- WHAT IS NEEDED:
Each entry needs to be duplicated exactly.

★ ★ ★ ★

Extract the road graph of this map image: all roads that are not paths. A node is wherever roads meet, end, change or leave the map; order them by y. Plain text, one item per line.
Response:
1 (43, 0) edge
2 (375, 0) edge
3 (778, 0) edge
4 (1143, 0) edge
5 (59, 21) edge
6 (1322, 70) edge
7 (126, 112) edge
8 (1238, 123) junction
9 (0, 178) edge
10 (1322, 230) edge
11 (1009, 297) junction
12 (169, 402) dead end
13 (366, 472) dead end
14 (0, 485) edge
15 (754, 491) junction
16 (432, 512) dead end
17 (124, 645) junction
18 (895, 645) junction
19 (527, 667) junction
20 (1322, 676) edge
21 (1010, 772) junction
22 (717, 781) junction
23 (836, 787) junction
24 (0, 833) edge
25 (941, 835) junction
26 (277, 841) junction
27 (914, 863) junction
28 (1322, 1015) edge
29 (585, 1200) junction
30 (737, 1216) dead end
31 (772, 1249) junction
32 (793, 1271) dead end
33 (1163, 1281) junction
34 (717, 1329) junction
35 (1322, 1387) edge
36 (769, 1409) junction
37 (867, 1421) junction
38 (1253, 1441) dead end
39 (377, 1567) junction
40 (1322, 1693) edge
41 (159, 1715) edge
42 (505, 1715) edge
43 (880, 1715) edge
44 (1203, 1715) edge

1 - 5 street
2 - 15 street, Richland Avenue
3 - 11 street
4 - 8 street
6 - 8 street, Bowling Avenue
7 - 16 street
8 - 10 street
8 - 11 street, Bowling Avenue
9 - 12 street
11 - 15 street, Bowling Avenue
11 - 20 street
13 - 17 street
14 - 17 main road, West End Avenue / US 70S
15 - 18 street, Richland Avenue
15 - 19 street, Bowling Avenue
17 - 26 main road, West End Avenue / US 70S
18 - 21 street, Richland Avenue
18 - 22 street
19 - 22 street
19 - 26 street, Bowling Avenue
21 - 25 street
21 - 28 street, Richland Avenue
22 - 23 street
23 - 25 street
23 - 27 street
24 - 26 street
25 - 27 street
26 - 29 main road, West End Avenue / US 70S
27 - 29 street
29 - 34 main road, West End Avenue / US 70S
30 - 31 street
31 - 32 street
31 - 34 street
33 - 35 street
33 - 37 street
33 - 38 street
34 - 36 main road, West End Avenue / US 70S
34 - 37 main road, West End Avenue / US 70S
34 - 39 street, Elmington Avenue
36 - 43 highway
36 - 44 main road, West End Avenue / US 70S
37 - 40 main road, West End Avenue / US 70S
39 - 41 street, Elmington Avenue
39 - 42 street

★ ★ ★ ★

- PROBLEM SOLUTION:
Extract the road graph of this map image: all roads that are not paths. A node is wherever roads meet, end, change or leave the map; order them by y. Plain text, one item per line.
Response:
1 (43, 0) edge
2 (375, 0) edge
3 (778, 0) edge
4 (1143, 0) edge
5 (59, 21) edge
6 (1322, 70) edge
7 (126, 112) edge
8 (1238, 123) junction
9 (0, 178) edge
10 (1322, 230) edge
11 (1009, 297) junction
12 (169, 402) dead end
13 (366, 472) dead end
14 (0, 485) edge
15 (754, 491) junction
16 (432, 512) dead end
17 (124, 645) junction
18 (895, 645) junction
19 (527, 667) junction
20 (1322, 676) edge
21 (1010, 772) junction
22 (717, 781) junction
23 (836, 787) junction
24 (0, 833) edge
25 (941, 835) junction
26 (277, 841) junction
27 (914, 863) junction
28 (1322, 1015) edge
29 (585, 1200) junction
30 (737, 1216) dead end
31 (772, 1249) junction
32 (793, 1271) dead end
33 (1163, 1281) junction
34 (717, 1329) junction
35 (1322, 1387) edge
36 (769, 1409) junction
37 (867, 1421) junction
38 (1253, 1441) dead end
39 (377, 1567) junction
40 (1322, 1693) edge
41 (159, 1715) edge
42 (505, 1715) edge
43 (880, 1715) edge
44 (1203, 1715) edge

1 - 5 street
2 - 15 street, Richland Avenue
3 - 11 street
4 - 8 street
6 - 8 street, Bowling Avenue
7 - 16 street
8 - 10 street
8 - 11 street, Bowling Avenue
9 - 12 street
11 - 15 street, Bowling Avenue
11 - 20 street
13 - 17 street
14 - 17 main road, West End Avenue / US 70S
15 - 18 street, Richland Avenue
15 - 19 street, Bowling Avenue
17 - 26 main road, West End Avenue / US 70S
18 - 21 street, Richland Avenue
18 - 22 street
19 - 22 street
19 - 26 street, Bowling Avenue
21 - 25 street
21 - 28 street, Richland Avenue
22 - 23 street
23 - 25 street
23 - 27 street
24 - 26 street
25 - 27 street
26 - 29 main road, West End Avenue / US 70S
27 - 29 street
29 - 34 main road, West End Avenue / US 70S
30 - 31 street
31 - 32 street
31 - 34 street
33 - 35 street
33 - 37 street
33 - 38 street
34 - 36 main road, West End Avenue / US 70S
34 - 37 main road, West End Avenue / US 70S
34 - 39 street, Elmington Avenue
36 - 43 highway
36 - 44 main road, West End Avenue / US 70S
37 - 40 main road, West End Avenue / US 70S
39 - 41 street, Elmington Avenue
39 - 42 street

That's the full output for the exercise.